_Task requirements_:
An exact copy of the entries below is needed, with every picture left out.

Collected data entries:
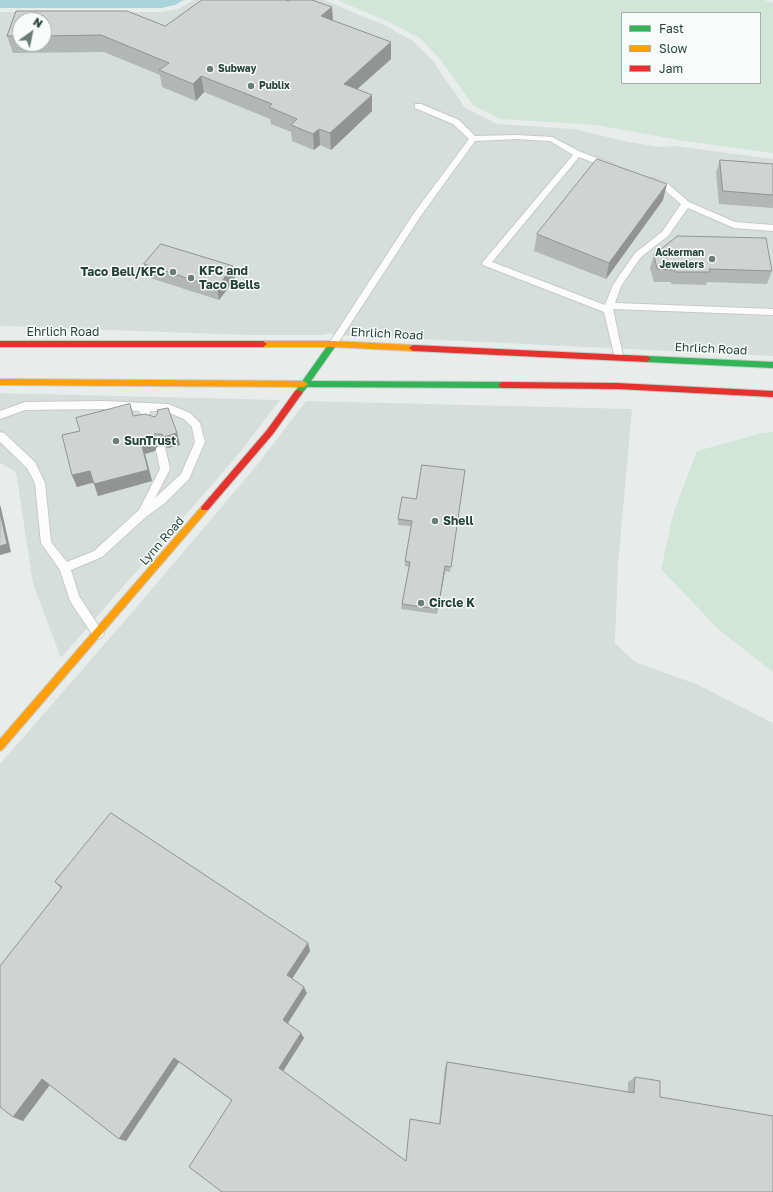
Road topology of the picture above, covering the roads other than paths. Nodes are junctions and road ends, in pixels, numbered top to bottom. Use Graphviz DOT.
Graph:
graph roads {
  1 [pos="418,106"];
  2 [pos="473,139"];
  3 [pos="578,154"];
  4 [pos="621,170"];
  5 [pos="642,178"];
  6 [pos="686,204"];
  7 [pos="773,228"];
  8 [pos="609,308"];
  9 [pos="773,312"];
  10 [pos="0,344"];
  11 [pos="333,344"];
  12 [pos="618,356"];
  13 [pos="773,365"];
  14 [pos="0,382"];
  15 [pos="305,384"];
  16 [pos="773,394"];
  17 [pos="142,408"];
  18 [pos="0,415"];
  19 [pos="151,418"];
  20 [pos="0,436"];
  21 [pos="161,450"];
  22 [pos="143,513"];
  23 [pos="65,568"];
  24 [pos="98,634"];
  25 [pos="0,746"];
  1 -- 2 [label="lane"];
  2 -- 3 [label="lane"];
  2 -- 11 [label="lane"];
  3 -- 4 [label="lane"];
  3 -- 8 [label="lane"];
  5 -- 6 [label="lane"];
  6 -- 7 [label="lane"];
  6 -- 8 [label="lane"];
  8 -- 9 [label="lane"];
  8 -- 12 [label="lane"];
  10 -- 11 [label="main road, Ehrlich Road"];
  11 -- 12 [label="main road, Ehrlich Road"];
  11 -- 15 [label="main road, Lynn Road"];
  12 -- 13 [label="main road, Ehrlich Road"];
  14 -- 15 [label="main road"];
  15 -- 16 [label="main road"];
  15 -- 24 [label="main road, Lynn Road"];
  17 -- 18 [label="lane"];
  17 -- 19 [label="lane"];
  17 -- 22 [label="lane"];
  20 -- 23 [label="lane"];
  21 -- 22 [label="lane"];
  22 -- 23 [label="lane"];
  23 -- 24 [label="lane"];
  24 -- 25 [label="main road, Lynn Road"];
}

_Written answer_:
Road topology of the picture above, covering the roads other than paths. Nodes are junctions and road ends, in pixels, numbered top to bottom. Use Graphviz DOT.
Graph:
graph roads {
  1 [pos="418,106"];
  2 [pos="473,139"];
  3 [pos="578,154"];
  4 [pos="621,170"];
  5 [pos="642,178"];
  6 [pos="686,204"];
  7 [pos="773,228"];
  8 [pos="609,308"];
  9 [pos="773,312"];
  10 [pos="0,344"];
  11 [pos="333,344"];
  12 [pos="618,356"];
  13 [pos="773,365"];
  14 [pos="0,382"];
  15 [pos="305,384"];
  16 [pos="773,394"];
  17 [pos="142,408"];
  18 [pos="0,415"];
  19 [pos="151,418"];
  20 [pos="0,436"];
  21 [pos="161,450"];
  22 [pos="143,513"];
  23 [pos="65,568"];
  24 [pos="98,634"];
  25 [pos="0,746"];
  1 -- 2 [label="lane"];
  2 -- 3 [label="lane"];
  2 -- 11 [label="lane"];
  3 -- 4 [label="lane"];
  3 -- 8 [label="lane"];
  5 -- 6 [label="lane"];
  6 -- 7 [label="lane"];
  6 -- 8 [label="lane"];
  8 -- 9 [label="lane"];
  8 -- 12 [label="lane"];
  10 -- 11 [label="main road, Ehrlich Road"];
  11 -- 12 [label="main road, Ehrlich Road"];
  11 -- 15 [label="main road, Lynn Road"];
  12 -- 13 [label="main road, Ehrlich Road"];
  14 -- 15 [label="main road"];
  15 -- 16 [label="main road"];
  15 -- 24 [label="main road, Lynn Road"];
  17 -- 18 [label="lane"];
  17 -- 19 [label="lane"];
  17 -- 22 [label="lane"];
  20 -- 23 [label="lane"];
  21 -- 22 [label="lane"];
  22 -- 23 [label="lane"];
  23 -- 24 [label="lane"];
  24 -- 25 [label="main road, Lynn Road"];
}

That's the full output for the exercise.